S100A8 and S100A9–Critical Mediators of Inflammation in Arthritis

Abstract: Damage-associated molecular Patterns (DAMP) released on the onset of tissue injury interact predominantly with pattern-recognizing receptors (PRRs) and multiple receptors to trigger and mediate inflammation and play a critical role in the progression of various diseases. Among the multiple DAMPs, S100A8 (MRP-8) and S100A9 (MRP-14) are low molecular weight calcium- binding proteins primarily expressed in innate immune cells such as myeloid cells: neutrophils, monocytes, keratinocytes, and early differentiation states of macrophages giving them the name Myeloid related proteins (MRP).
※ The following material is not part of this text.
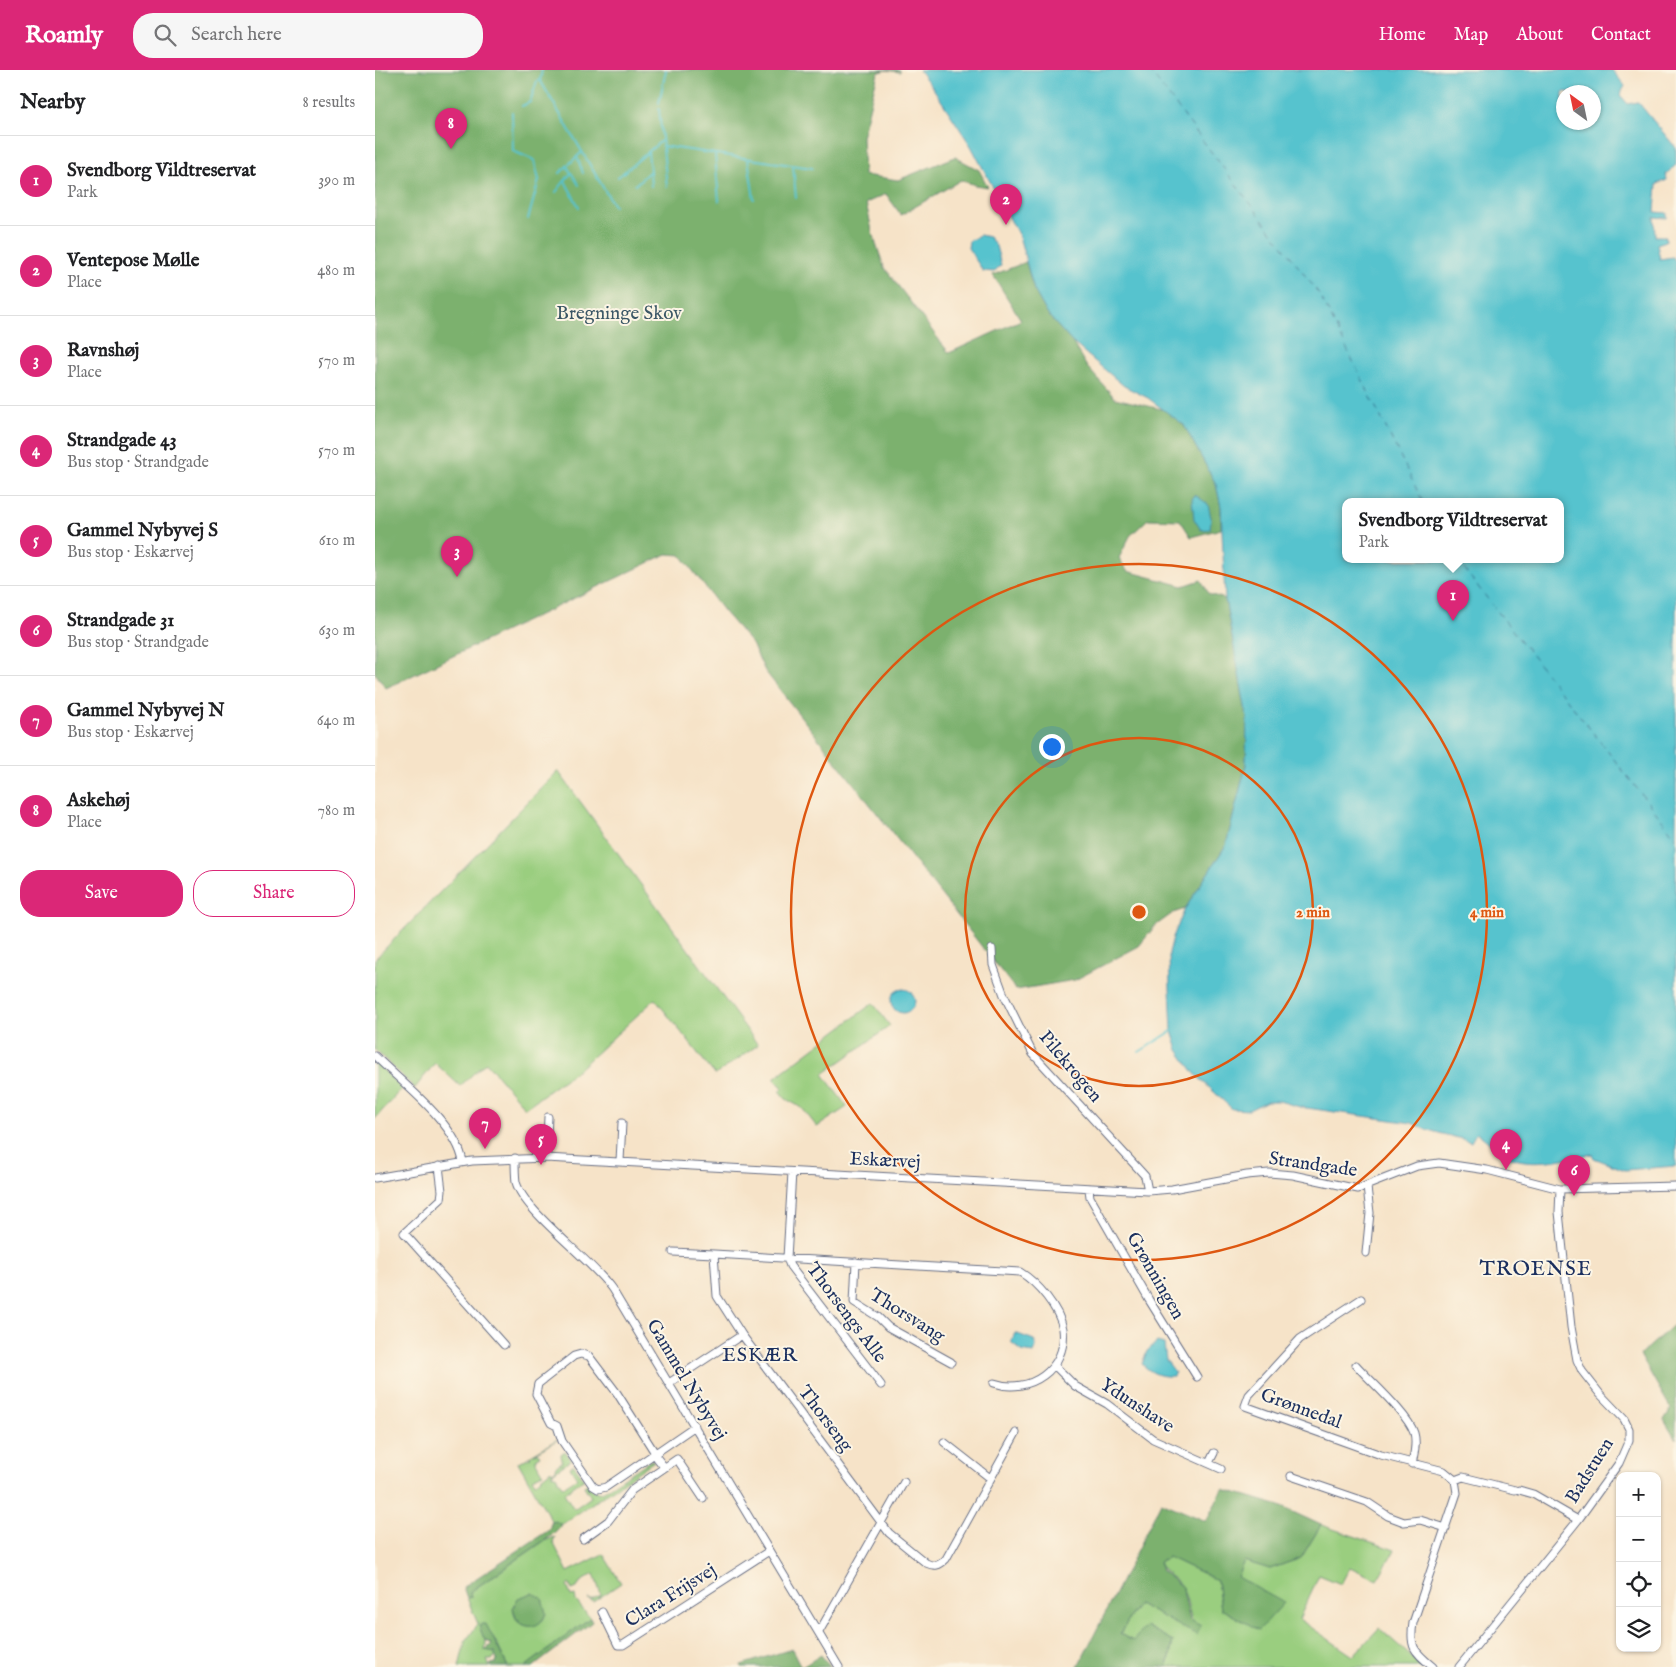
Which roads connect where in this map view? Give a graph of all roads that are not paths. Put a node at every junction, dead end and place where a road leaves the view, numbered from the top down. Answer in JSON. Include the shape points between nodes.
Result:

S100A8 and S100A9 can exist both as homo- and heterocomplexes – shown to elicit different functions in cellular physiology, chemotaxis, phagocyte migration and modulation of various macrophage functions, apoptosis in cancer, and activation of NF-κB pathway. S100A8 and S100A9 have been shown to trigger innate immunity via TLR-4 signaling, thereby increasing the production of proinflammatory cytokines and other downstream effectors of the cascade. An influx in S100A8 and S100A9 proteins has been implicated in the most prevalent arthritic conditions, such as rheumatoid arthritis (RA) and osteoarthritis (OA). Hence, the primary objective of the review is to provide a comprehensive and systematic analysis imparting insights into the role of S100A8 and S100A9 proteins as mediators of inflammation in RA and OA.